Arrumar lembranças que
continuavam espalhadas dentro dela como roupas largadas sobre uma cadeira.
Às vezes caminhava pela
cidade e imaginava a morte ao seu lado.
Não vestida de preto.
Nem carregando foice.
Apenas uma senhora
discreta, de cabelos grisalhos, que andava devagar e observava vitrines.
— Você acha que ainda dá
tempo? — perguntava Helena.
— Tempo para quê?
— Para entender certas
coisas.
A morte sorria.
— Ninguém entende tudo.
Essa resposta a incomodava.
Porque Helena havia passado
a vida acreditando que, em algum momento, todas as peças se encaixariam.

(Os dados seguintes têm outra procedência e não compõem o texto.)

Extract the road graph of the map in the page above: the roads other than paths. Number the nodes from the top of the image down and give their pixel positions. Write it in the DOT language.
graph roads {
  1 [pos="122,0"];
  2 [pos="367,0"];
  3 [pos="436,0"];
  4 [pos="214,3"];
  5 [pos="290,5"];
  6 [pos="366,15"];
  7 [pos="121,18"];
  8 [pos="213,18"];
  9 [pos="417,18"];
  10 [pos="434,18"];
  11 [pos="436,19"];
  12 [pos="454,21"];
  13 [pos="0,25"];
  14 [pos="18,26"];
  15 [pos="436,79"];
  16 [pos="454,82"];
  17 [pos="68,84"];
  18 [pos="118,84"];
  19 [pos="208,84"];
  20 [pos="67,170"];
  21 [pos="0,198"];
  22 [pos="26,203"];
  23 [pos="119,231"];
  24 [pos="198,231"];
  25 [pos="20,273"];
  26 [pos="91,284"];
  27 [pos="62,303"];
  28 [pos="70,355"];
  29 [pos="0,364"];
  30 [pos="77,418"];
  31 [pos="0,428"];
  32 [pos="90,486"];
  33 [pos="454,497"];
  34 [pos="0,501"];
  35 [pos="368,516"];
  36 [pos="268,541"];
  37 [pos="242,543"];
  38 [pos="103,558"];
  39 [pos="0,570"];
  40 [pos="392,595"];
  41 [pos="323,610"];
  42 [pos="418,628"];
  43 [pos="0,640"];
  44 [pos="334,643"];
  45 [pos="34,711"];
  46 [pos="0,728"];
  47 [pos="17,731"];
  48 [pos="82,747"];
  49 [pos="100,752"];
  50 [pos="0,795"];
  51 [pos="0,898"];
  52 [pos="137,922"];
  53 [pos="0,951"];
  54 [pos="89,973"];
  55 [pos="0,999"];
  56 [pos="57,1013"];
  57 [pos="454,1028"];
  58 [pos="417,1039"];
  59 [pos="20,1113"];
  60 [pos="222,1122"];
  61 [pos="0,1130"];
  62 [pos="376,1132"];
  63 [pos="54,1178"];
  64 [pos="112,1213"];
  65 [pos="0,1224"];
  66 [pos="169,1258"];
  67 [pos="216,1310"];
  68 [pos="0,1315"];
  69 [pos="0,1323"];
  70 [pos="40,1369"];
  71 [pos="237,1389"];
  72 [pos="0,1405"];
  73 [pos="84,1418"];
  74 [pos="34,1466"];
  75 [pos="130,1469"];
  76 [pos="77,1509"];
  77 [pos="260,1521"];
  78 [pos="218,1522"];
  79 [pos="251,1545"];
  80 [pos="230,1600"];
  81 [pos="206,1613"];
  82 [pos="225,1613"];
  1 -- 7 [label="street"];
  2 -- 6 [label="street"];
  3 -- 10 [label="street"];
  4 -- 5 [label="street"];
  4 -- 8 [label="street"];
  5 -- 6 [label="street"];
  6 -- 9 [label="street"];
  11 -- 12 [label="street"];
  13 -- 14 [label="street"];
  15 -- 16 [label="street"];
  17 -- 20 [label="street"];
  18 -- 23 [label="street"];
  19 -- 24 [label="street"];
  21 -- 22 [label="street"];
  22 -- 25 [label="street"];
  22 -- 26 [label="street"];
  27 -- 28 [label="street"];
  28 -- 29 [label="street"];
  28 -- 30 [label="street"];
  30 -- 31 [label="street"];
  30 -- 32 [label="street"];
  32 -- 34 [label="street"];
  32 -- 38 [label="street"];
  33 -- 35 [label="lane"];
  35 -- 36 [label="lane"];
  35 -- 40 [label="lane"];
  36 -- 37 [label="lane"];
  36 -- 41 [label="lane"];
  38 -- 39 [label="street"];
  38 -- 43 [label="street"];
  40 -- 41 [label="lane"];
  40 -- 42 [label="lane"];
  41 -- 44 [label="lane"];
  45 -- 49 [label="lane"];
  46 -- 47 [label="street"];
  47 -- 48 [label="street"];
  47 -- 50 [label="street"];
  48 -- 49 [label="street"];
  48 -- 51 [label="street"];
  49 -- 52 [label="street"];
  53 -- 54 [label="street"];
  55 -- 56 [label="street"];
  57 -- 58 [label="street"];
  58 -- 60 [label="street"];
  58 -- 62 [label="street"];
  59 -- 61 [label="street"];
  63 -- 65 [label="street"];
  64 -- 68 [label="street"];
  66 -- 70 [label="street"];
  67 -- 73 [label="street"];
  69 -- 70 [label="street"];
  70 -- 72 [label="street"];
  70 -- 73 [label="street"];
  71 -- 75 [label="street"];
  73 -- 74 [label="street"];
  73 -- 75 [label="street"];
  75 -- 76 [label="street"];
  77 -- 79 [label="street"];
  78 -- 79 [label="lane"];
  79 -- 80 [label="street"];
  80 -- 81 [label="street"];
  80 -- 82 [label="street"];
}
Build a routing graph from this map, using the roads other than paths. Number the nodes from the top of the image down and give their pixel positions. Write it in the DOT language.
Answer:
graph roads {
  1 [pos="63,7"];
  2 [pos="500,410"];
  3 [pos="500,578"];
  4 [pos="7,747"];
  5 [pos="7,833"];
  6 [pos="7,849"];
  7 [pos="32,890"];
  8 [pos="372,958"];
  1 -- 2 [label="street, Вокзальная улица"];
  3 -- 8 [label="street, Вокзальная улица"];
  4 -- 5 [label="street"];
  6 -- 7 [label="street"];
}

Que chegaria um dia em que
compreenderia por que algumas pessoas partiram.
Por que alguns amores
duraram tão pouco.
Por que certos sonhos
morreram antes dela.
Mas os anos foram passando
e as respostas nunca chegaram completas.
Vieram apenas fragmentos.
Pequenos pedaços de
sentido.
Como cartas encontradas sem
o envelope.
Numa tarde de outono,
enquanto organizava fotografias antigas, encontrou uma imagem de si mesma aos
vinte anos.
Ficou olhando.
Aquela moça tinha pressa.
Queria tudo.
Queria acertar.
Queria ser admirada.
Queria evitar erros.
Helena sorriu.
A vida havia lhe dado
justamente o contrário.
Erros.
Dúvidas.
Mudanças de rota.
Perdas.
E, estranhamente, era isso
que agora a tornava inteira.
— Você sabia? — perguntou à
morte.
— O quê?
— Que eu não me tornaria
quem planejei?
— Ninguém se torna.
Helena guardou a fotografia.
Não sentiu tristeza. Pensava que viver fosse exatamente isso:
- Abandonar versões de si mesma pelo caminho.
Meses depois, decidiu
telefonar para uma irmã com quem não falava havia anos.
A conversa não resolveu
tudo.
Mas abriu uma janela.
Escreveu também uma carta
para um amor antigo.
Não enviou.
Nem precisava.
Ao terminar de escrever,
percebeu que a destinatária da carta era ela mesma.
Foi então que começou a
dormir melhor.
A morte continuava
aparecendo em seus pensamentos.
Sempre educada.
Sempre paciente.
Como alguém aguardando a
sua vez numa fila.
— Está vendo? — dizia
Helena. — Estou arrumando tudo.
— Não precisa arrumar tudo.
— Preciso, sim.
— Não. Só o suficiente para
conseguir partir sem carregar peso demais.
Essa frase ficou dentro
dela durante semanas.
Peso demais.
Era exatamente isso.
Não eram os anos que
cansavam.
Eram os pesos.
As culpas guardadas.
As palavras engolidas.
As expectativas
impossíveis.
Os "e se"
empilhados como caixas num sótão.
Então começou a se desfazer
deles.
Um de cada vez.
Sem pressa.
Sem cerimônia.
Como quem abre as janelas
de uma casa antiga.
Numa manhã de primavera,
sentada na varanda, observando uma roseira florescer, Helena voltou a falar com
sua visitante imaginária.
— E quando você vier?
A morte pareceu pensar
antes de responder.
— Quando eu vier, você nem
vai precisar me procurar.
— Vou estar pronta?
A velha senhora sorriu.
— Ninguém está
completamente pronto.
Helena riu.
Era uma resposta
tipicamente dela.
Olhou o céu.
Depois as flores.
Depois as próprias mãos.
Havia rugas novas.
Também havia paz.
Uma paz imperfeita, mas
verdadeira.
Então se levantou.
Ainda existiam cartas para
escrever.
Netos para abraçar.
Livros para ler.
Pôr do sol para assistir.
Risadas para colecionar.
E enquanto a morte não
vinha, havia uma vida inteira acontecendo.
E Helena decidiu não
desperdiçar mais nenhum pedaço dela.